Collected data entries
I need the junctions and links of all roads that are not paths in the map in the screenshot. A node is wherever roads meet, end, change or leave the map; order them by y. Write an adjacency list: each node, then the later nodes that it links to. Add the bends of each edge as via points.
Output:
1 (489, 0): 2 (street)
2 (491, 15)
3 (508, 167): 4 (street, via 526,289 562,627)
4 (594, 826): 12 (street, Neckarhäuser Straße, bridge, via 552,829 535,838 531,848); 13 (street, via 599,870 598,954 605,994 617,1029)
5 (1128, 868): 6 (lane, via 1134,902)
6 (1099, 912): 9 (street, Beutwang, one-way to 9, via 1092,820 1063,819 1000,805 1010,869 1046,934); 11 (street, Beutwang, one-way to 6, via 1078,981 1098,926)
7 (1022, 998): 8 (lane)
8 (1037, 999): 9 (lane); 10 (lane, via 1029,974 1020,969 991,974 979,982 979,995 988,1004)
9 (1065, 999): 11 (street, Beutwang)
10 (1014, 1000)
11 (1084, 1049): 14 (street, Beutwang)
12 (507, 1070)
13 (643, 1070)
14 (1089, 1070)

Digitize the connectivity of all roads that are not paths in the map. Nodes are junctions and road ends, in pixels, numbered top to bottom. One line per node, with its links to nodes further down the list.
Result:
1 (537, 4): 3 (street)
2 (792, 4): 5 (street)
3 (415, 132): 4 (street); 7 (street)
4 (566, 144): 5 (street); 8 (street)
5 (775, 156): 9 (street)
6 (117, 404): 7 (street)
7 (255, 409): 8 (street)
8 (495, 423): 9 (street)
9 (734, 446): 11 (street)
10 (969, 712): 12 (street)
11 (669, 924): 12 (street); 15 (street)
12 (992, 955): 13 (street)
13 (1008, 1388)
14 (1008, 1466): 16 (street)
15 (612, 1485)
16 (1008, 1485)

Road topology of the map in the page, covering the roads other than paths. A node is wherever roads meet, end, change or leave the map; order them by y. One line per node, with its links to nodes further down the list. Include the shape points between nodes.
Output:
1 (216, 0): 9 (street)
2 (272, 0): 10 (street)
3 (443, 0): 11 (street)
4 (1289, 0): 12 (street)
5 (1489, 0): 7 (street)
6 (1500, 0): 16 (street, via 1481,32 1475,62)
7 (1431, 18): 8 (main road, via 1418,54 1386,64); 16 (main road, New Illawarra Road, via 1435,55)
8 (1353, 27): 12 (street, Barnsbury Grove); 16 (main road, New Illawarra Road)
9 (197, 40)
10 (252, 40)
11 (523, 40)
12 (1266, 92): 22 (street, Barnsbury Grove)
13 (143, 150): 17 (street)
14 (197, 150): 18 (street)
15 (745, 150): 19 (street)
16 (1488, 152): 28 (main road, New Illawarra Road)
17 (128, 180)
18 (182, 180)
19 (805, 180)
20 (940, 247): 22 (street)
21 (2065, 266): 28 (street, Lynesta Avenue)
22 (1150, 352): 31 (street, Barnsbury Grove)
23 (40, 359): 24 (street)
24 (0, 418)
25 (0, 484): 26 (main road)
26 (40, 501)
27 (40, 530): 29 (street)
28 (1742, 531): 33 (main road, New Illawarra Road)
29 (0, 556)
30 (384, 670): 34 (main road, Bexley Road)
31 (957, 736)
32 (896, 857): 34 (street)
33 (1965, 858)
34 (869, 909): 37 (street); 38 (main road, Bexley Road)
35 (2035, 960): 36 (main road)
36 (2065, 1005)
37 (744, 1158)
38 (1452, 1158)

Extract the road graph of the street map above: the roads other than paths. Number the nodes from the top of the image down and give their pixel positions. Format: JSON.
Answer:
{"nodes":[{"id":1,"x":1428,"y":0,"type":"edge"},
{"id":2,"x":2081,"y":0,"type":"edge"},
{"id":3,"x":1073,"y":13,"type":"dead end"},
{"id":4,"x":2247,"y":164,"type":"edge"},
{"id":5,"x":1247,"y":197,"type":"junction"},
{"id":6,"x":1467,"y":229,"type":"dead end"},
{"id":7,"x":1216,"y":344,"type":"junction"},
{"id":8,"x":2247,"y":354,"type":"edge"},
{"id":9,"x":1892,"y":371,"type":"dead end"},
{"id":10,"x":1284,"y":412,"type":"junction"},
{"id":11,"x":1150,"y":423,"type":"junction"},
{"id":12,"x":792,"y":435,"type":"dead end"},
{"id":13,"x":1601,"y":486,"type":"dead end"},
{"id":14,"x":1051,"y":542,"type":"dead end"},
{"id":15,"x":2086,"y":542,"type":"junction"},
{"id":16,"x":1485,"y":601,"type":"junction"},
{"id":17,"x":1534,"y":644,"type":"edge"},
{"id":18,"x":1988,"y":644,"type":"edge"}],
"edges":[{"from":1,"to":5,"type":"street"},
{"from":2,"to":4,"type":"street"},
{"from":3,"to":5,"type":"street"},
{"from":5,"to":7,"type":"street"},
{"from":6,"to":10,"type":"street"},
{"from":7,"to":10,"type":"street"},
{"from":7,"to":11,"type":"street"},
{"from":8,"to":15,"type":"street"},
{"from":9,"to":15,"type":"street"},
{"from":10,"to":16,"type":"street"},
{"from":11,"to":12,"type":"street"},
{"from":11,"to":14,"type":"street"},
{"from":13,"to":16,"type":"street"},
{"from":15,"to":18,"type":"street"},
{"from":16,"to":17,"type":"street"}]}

■ Exercise directions
Without changing anything, repeat every record above.

■ Solution for this task
I need the junctions and links of all roads that are not paths in the map in the screenshot. A node is wherever roads meet, end, change or leave the map; order them by y. Write an adjacency list: each node, then the later nodes that it links to. Add the bends of each edge as via points.
Output:
1 (489, 0): 2 (street)
2 (491, 15)
3 (508, 167): 4 (street, via 526,289 562,627)
4 (594, 826): 12 (street, Neckarhäuser Straße, bridge, via 552,829 535,838 531,848); 13 (street, via 599,870 598,954 605,994 617,1029)
5 (1128, 868): 6 (lane, via 1134,902)
6 (1099, 912): 9 (street, Beutwang, one-way to 9, via 1092,820 1063,819 1000,805 1010,869 1046,934); 11 (street, Beutwang, one-way to 6, via 1078,981 1098,926)
7 (1022, 998): 8 (lane)
8 (1037, 999): 9 (lane); 10 (lane, via 1029,974 1020,969 991,974 979,982 979,995 988,1004)
9 (1065, 999): 11 (street, Beutwang)
10 (1014, 1000)
11 (1084, 1049): 14 (street, Beutwang)
12 (507, 1070)
13 (643, 1070)
14 (1089, 1070)

Digitize the connectivity of all roads that are not paths in the map. Nodes are junctions and road ends, in pixels, numbered top to bottom. One line per node, with its links to nodes further down the list.
Result:
1 (537, 4): 3 (street)
2 (792, 4): 5 (street)
3 (415, 132): 4 (street); 7 (street)
4 (566, 144): 5 (street); 8 (street)
5 (775, 156): 9 (street)
6 (117, 404): 7 (street)
7 (255, 409): 8 (street)
8 (495, 423): 9 (street)
9 (734, 446): 11 (street)
10 (969, 712): 12 (street)
11 (669, 924): 12 (street); 15 (street)
12 (992, 955): 13 (street)
13 (1008, 1388)
14 (1008, 1466): 16 (street)
15 (612, 1485)
16 (1008, 1485)

Road topology of the map in the page, covering the roads other than paths. A node is wherever roads meet, end, change or leave the map; order them by y. One line per node, with its links to nodes further down the list. Include the shape points between nodes.
Output:
1 (216, 0): 9 (street)
2 (272, 0): 10 (street)
3 (443, 0): 11 (street)
4 (1289, 0): 12 (street)
5 (1489, 0): 7 (street)
6 (1500, 0): 16 (street, via 1481,32 1475,62)
7 (1431, 18): 8 (main road, via 1418,54 1386,64); 16 (main road, New Illawarra Road, via 1435,55)
8 (1353, 27): 12 (street, Barnsbury Grove); 16 (main road, New Illawarra Road)
9 (197, 40)
10 (252, 40)
11 (523, 40)
12 (1266, 92): 22 (street, Barnsbury Grove)
13 (143, 150): 17 (street)
14 (197, 150): 18 (street)
15 (745, 150): 19 (street)
16 (1488, 152): 28 (main road, New Illawarra Road)
17 (128, 180)
18 (182, 180)
19 (805, 180)
20 (940, 247): 22 (street)
21 (2065, 266): 28 (street, Lynesta Avenue)
22 (1150, 352): 31 (street, Barnsbury Grove)
23 (40, 359): 24 (street)
24 (0, 418)
25 (0, 484): 26 (main road)
26 (40, 501)
27 (40, 530): 29 (street)
28 (1742, 531): 33 (main road, New Illawarra Road)
29 (0, 556)
30 (384, 670): 34 (main road, Bexley Road)
31 (957, 736)
32 (896, 857): 34 (street)
33 (1965, 858)
34 (869, 909): 37 (street); 38 (main road, Bexley Road)
35 (2035, 960): 36 (main road)
36 (2065, 1005)
37 (744, 1158)
38 (1452, 1158)

Extract the road graph of the street map above: the roads other than paths. Number the nodes from the top of the image down and give their pixel positions. Format: JSON.
Answer:
{"nodes":[{"id":1,"x":1428,"y":0,"type":"edge"},
{"id":2,"x":2081,"y":0,"type":"edge"},
{"id":3,"x":1073,"y":13,"type":"dead end"},
{"id":4,"x":2247,"y":164,"type":"edge"},
{"id":5,"x":1247,"y":197,"type":"junction"},
{"id":6,"x":1467,"y":229,"type":"dead end"},
{"id":7,"x":1216,"y":344,"type":"junction"},
{"id":8,"x":2247,"y":354,"type":"edge"},
{"id":9,"x":1892,"y":371,"type":"dead end"},
{"id":10,"x":1284,"y":412,"type":"junction"},
{"id":11,"x":1150,"y":423,"type":"junction"},
{"id":12,"x":792,"y":435,"type":"dead end"},
{"id":13,"x":1601,"y":486,"type":"dead end"},
{"id":14,"x":1051,"y":542,"type":"dead end"},
{"id":15,"x":2086,"y":542,"type":"junction"},
{"id":16,"x":1485,"y":601,"type":"junction"},
{"id":17,"x":1534,"y":644,"type":"edge"},
{"id":18,"x":1988,"y":644,"type":"edge"}],
"edges":[{"from":1,"to":5,"type":"street"},
{"from":2,"to":4,"type":"street"},
{"from":3,"to":5,"type":"street"},
{"from":5,"to":7,"type":"street"},
{"from":6,"to":10,"type":"street"},
{"from":7,"to":10,"type":"street"},
{"from":7,"to":11,"type":"street"},
{"from":8,"to":15,"type":"street"},
{"from":9,"to":15,"type":"street"},
{"from":10,"to":16,"type":"street"},
{"from":11,"to":12,"type":"street"},
{"from":11,"to":14,"type":"street"},
{"from":13,"to":16,"type":"street"},
{"from":15,"to":18,"type":"street"},
{"from":16,"to":17,"type":"street"}]}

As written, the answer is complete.